*** DATA Section Begins ***

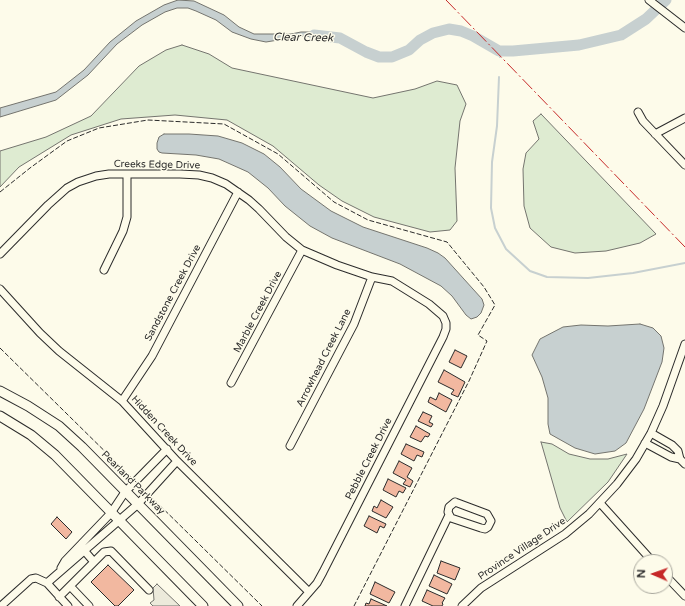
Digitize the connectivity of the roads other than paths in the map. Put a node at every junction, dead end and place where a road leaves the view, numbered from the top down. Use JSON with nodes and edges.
{"nodes":[{"id":1,"x":649,"y":0,"type":"edge"},
{"id":2,"x":685,"y":28,"type":"edge"},
{"id":3,"x":638,"y":112,"type":"dead end"},
{"id":4,"x":685,"y":118,"type":"edge"},
{"id":5,"x":655,"y":134,"type":"junction"},
{"id":6,"x":685,"y":165,"type":"edge"},
{"id":7,"x":127,"y":175,"type":"junction"},
{"id":8,"x":238,"y":192,"type":"junction"},
{"id":9,"x":302,"y":250,"type":"junction"},
{"id":10,"x":0,"y":254,"type":"edge"},
{"id":11,"x":104,"y":270,"type":"dead end"},
{"id":12,"x":372,"y":277,"type":"junction"},
{"id":13,"x":0,"y":289,"type":"edge"},
{"id":14,"x":443,"y":316,"type":"joint"},
{"id":15,"x":685,"y":346,"type":"edge"},
{"id":16,"x":231,"y":383,"type":"dead end"},
{"id":17,"x":0,"y":391,"type":"edge"},
{"id":18,"x":122,"y":401,"type":"junction"},
{"id":19,"x":0,"y":416,"type":"edge"},
{"id":20,"x":651,"y":433,"type":"junction"},
{"id":21,"x":645,"y":443,"type":"junction"},
{"id":22,"x":290,"y":446,"type":"dead end"},
{"id":23,"x":167,"y":449,"type":"junction"},
{"id":24,"x":177,"y":461,"type":"junction"},
{"id":25,"x":683,"y":462,"type":"edge"},
{"id":26,"x":125,"y":492,"type":"junction"},
{"id":27,"x":600,"y":502,"type":"junction"},
{"id":28,"x":138,"y":504,"type":"junction"},
{"id":29,"x":111,"y":512,"type":"junction"},
{"id":30,"x":449,"y":515,"type":"junction"},
{"id":31,"x":119,"y":521,"type":"junction"},
{"id":32,"x":82,"y":548,"type":"junction"},
{"id":33,"x":646,"y":554,"type":"edge"},
{"id":34,"x":94,"y":562,"type":"junction"},
{"id":35,"x":47,"y":583,"type":"junction"},
{"id":36,"x":673,"y":583,"type":"edge"},
{"id":37,"x":70,"y":586,"type":"junction"},
{"id":38,"x":149,"y":590,"type":"dead end"},
{"id":39,"x":309,"y":592,"type":"junction"},
{"id":40,"x":685,"y":596,"type":"edge"},
{"id":41,"x":59,"y":597,"type":"junction"},
{"id":42,"x":1,"y":606,"type":"edge"},
{"id":43,"x":68,"y":606,"type":"edge"},
{"id":44,"x":89,"y":606,"type":"edge"},
{"id":45,"x":203,"y":606,"type":"edge"},
{"id":46,"x":238,"y":606,"type":"edge"},
{"id":47,"x":297,"y":606,"type":"edge"},
{"id":48,"x":406,"y":606,"type":"edge"},
{"id":49,"x":462,"y":606,"type":"edge"}],
"edges":[{"from":1,"to":2,"type":"street"},
{"from":3,"to":5,"type":"street"},
{"from":4,"to":5,"type":"street"},
{"from":5,"to":6,"type":"street"},
{"from":7,"to":8,"type":"street","name":"Creeks Edge Drive"},
{"from":7,"to":10,"type":"street","name":"Creeks Edge Drive"},
{"from":7,"to":11,"type":"street"},
{"from":8,"to":9,"type":"street","name":"Creeks Edge Drive"},
{"from":8,"to":18,"type":"street","name":"Sandstone Creek Drive"},
{"from":9,"to":12,"type":"street","name":"Creeks Edge Drive"},
{"from":9,"to":16,"type":"street","name":"Marble Creek Drive"},
{"from":12,"to":14,"type":"street","name":"Creeks Edge Drive"},
{"from":12,"to":22,"type":"street","name":"Arrowhead Creek Lane"},
{"from":13,"to":18,"type":"street","name":"Hidden Creek Drive"},
{"from":14,"to":39,"type":"street","name":"Pebble Creek Drive"},
{"from":15,"to":20,"type":"street","name":"Province Village Drive"},
{"from":17,"to":26,"type":"main road","name":"Pearland Parkway"},
{"from":18,"to":23,"type":"street","name":"Hidden Creek Drive"},
{"from":19,"to":29,"type":"main road"},
{"from":20,"to":21,"type":"street","name":"Province Village Drive"},
{"from":20,"to":25,"type":"street"},
{"from":21,"to":25,"type":"street"},
{"from":21,"to":27,"type":"street","name":"Province Village Drive"},
{"from":23,"to":24,"type":"street","name":"Hidden Creek Drive"},
{"from":23,"to":26,"type":"street"},
{"from":24,"to":28,"type":"street"},
{"from":24,"to":39,"type":"street","name":"Hidden Creek Drive"},
{"from":26,"to":28,"type":"main road","name":"Pearland Parkway"},
{"from":26,"to":29,"type":"street"},
{"from":27,"to":33,"type":"street"},
{"from":27,"to":49,"type":"street","name":"Province Village Drive"},
{"from":28,"to":31,"type":"street"},
{"from":28,"to":46,"type":"main road","name":"Pearland Parkway"},
{"from":29,"to":31,"type":"main road"},
{"from":29,"to":32,"type":"street"},
{"from":30,"to":30,"type":"street"},
{"from":30,"to":48,"type":"street"},
{"from":31,"to":32,"type":"street"},
{"from":31,"to":45,"type":"main road"},
{"from":32,"to":34,"type":"street"},
{"from":32,"to":35,"type":"street"},
{"from":34,"to":37,"type":"street"},
{"from":34,"to":38,"type":"street"},
{"from":35,"to":41,"type":"street"},
{"from":35,"to":42,"type":"street"},
{"from":36,"to":40,"type":"street"},
{"from":37,"to":41,"type":"street"},
{"from":37,"to":44,"type":"street"},
{"from":39,"to":47,"type":"street","name":"Pebble Creek Drive"},
{"from":41,"to":43,"type":"street"}]}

*** DATA Section Ends ***

Without the pictures, write out the whole listing above exactly as it appears.

EXERCISE RESPONSE =
Digitize the connectivity of the roads other than paths in the map. Put a node at every junction, dead end and place where a road leaves the view, numbered from the top down. Use JSON with nodes and edges.
{"nodes":[{"id":1,"x":649,"y":0,"type":"edge"},
{"id":2,"x":685,"y":28,"type":"edge"},
{"id":3,"x":638,"y":112,"type":"dead end"},
{"id":4,"x":685,"y":118,"type":"edge"},
{"id":5,"x":655,"y":134,"type":"junction"},
{"id":6,"x":685,"y":165,"type":"edge"},
{"id":7,"x":127,"y":175,"type":"junction"},
{"id":8,"x":238,"y":192,"type":"junction"},
{"id":9,"x":302,"y":250,"type":"junction"},
{"id":10,"x":0,"y":254,"type":"edge"},
{"id":11,"x":104,"y":270,"type":"dead end"},
{"id":12,"x":372,"y":277,"type":"junction"},
{"id":13,"x":0,"y":289,"type":"edge"},
{"id":14,"x":443,"y":316,"type":"joint"},
{"id":15,"x":685,"y":346,"type":"edge"},
{"id":16,"x":231,"y":383,"type":"dead end"},
{"id":17,"x":0,"y":391,"type":"edge"},
{"id":18,"x":122,"y":401,"type":"junction"},
{"id":19,"x":0,"y":416,"type":"edge"},
{"id":20,"x":651,"y":433,"type":"junction"},
{"id":21,"x":645,"y":443,"type":"junction"},
{"id":22,"x":290,"y":446,"type":"dead end"},
{"id":23,"x":167,"y":449,"type":"junction"},
{"id":24,"x":177,"y":461,"type":"junction"},
{"id":25,"x":683,"y":462,"type":"edge"},
{"id":26,"x":125,"y":492,"type":"junction"},
{"id":27,"x":600,"y":502,"type":"junction"},
{"id":28,"x":138,"y":504,"type":"junction"},
{"id":29,"x":111,"y":512,"type":"junction"},
{"id":30,"x":449,"y":515,"type":"junction"},
{"id":31,"x":119,"y":521,"type":"junction"},
{"id":32,"x":82,"y":548,"type":"junction"},
{"id":33,"x":646,"y":554,"type":"edge"},
{"id":34,"x":94,"y":562,"type":"junction"},
{"id":35,"x":47,"y":583,"type":"junction"},
{"id":36,"x":673,"y":583,"type":"edge"},
{"id":37,"x":70,"y":586,"type":"junction"},
{"id":38,"x":149,"y":590,"type":"dead end"},
{"id":39,"x":309,"y":592,"type":"junction"},
{"id":40,"x":685,"y":596,"type":"edge"},
{"id":41,"x":59,"y":597,"type":"junction"},
{"id":42,"x":1,"y":606,"type":"edge"},
{"id":43,"x":68,"y":606,"type":"edge"},
{"id":44,"x":89,"y":606,"type":"edge"},
{"id":45,"x":203,"y":606,"type":"edge"},
{"id":46,"x":238,"y":606,"type":"edge"},
{"id":47,"x":297,"y":606,"type":"edge"},
{"id":48,"x":406,"y":606,"type":"edge"},
{"id":49,"x":462,"y":606,"type":"edge"}],
"edges":[{"from":1,"to":2,"type":"street"},
{"from":3,"to":5,"type":"street"},
{"from":4,"to":5,"type":"street"},
{"from":5,"to":6,"type":"street"},
{"from":7,"to":8,"type":"street","name":"Creeks Edge Drive"},
{"from":7,"to":10,"type":"street","name":"Creeks Edge Drive"},
{"from":7,"to":11,"type":"street"},
{"from":8,"to":9,"type":"street","name":"Creeks Edge Drive"},
{"from":8,"to":18,"type":"street","name":"Sandstone Creek Drive"},
{"from":9,"to":12,"type":"street","name":"Creeks Edge Drive"},
{"from":9,"to":16,"type":"street","name":"Marble Creek Drive"},
{"from":12,"to":14,"type":"street","name":"Creeks Edge Drive"},
{"from":12,"to":22,"type":"street","name":"Arrowhead Creek Lane"},
{"from":13,"to":18,"type":"street","name":"Hidden Creek Drive"},
{"from":14,"to":39,"type":"street","name":"Pebble Creek Drive"},
{"from":15,"to":20,"type":"street","name":"Province Village Drive"},
{"from":17,"to":26,"type":"main road","name":"Pearland Parkway"},
{"from":18,"to":23,"type":"street","name":"Hidden Creek Drive"},
{"from":19,"to":29,"type":"main road"},
{"from":20,"to":21,"type":"street","name":"Province Village Drive"},
{"from":20,"to":25,"type":"street"},
{"from":21,"to":25,"type":"street"},
{"from":21,"to":27,"type":"street","name":"Province Village Drive"},
{"from":23,"to":24,"type":"street","name":"Hidden Creek Drive"},
{"from":23,"to":26,"type":"street"},
{"from":24,"to":28,"type":"street"},
{"from":24,"to":39,"type":"street","name":"Hidden Creek Drive"},
{"from":26,"to":28,"type":"main road","name":"Pearland Parkway"},
{"from":26,"to":29,"type":"street"},
{"from":27,"to":33,"type":"street"},
{"from":27,"to":49,"type":"street","name":"Province Village Drive"},
{"from":28,"to":31,"type":"street"},
{"from":28,"to":46,"type":"main road","name":"Pearland Parkway"},
{"from":29,"to":31,"type":"main road"},
{"from":29,"to":32,"type":"street"},
{"from":30,"to":30,"type":"street"},
{"from":30,"to":48,"type":"street"},
{"from":31,"to":32,"type":"street"},
{"from":31,"to":45,"type":"main road"},
{"from":32,"to":34,"type":"street"},
{"from":32,"to":35,"type":"street"},
{"from":34,"to":37,"type":"street"},
{"from":34,"to":38,"type":"street"},
{"from":35,"to":41,"type":"street"},
{"from":35,"to":42,"type":"street"},
{"from":36,"to":40,"type":"street"},
{"from":37,"to":41,"type":"street"},
{"from":37,"to":44,"type":"street"},
{"from":39,"to":47,"type":"street","name":"Pebble Creek Drive"},
{"from":41,"to":43,"type":"street"}]}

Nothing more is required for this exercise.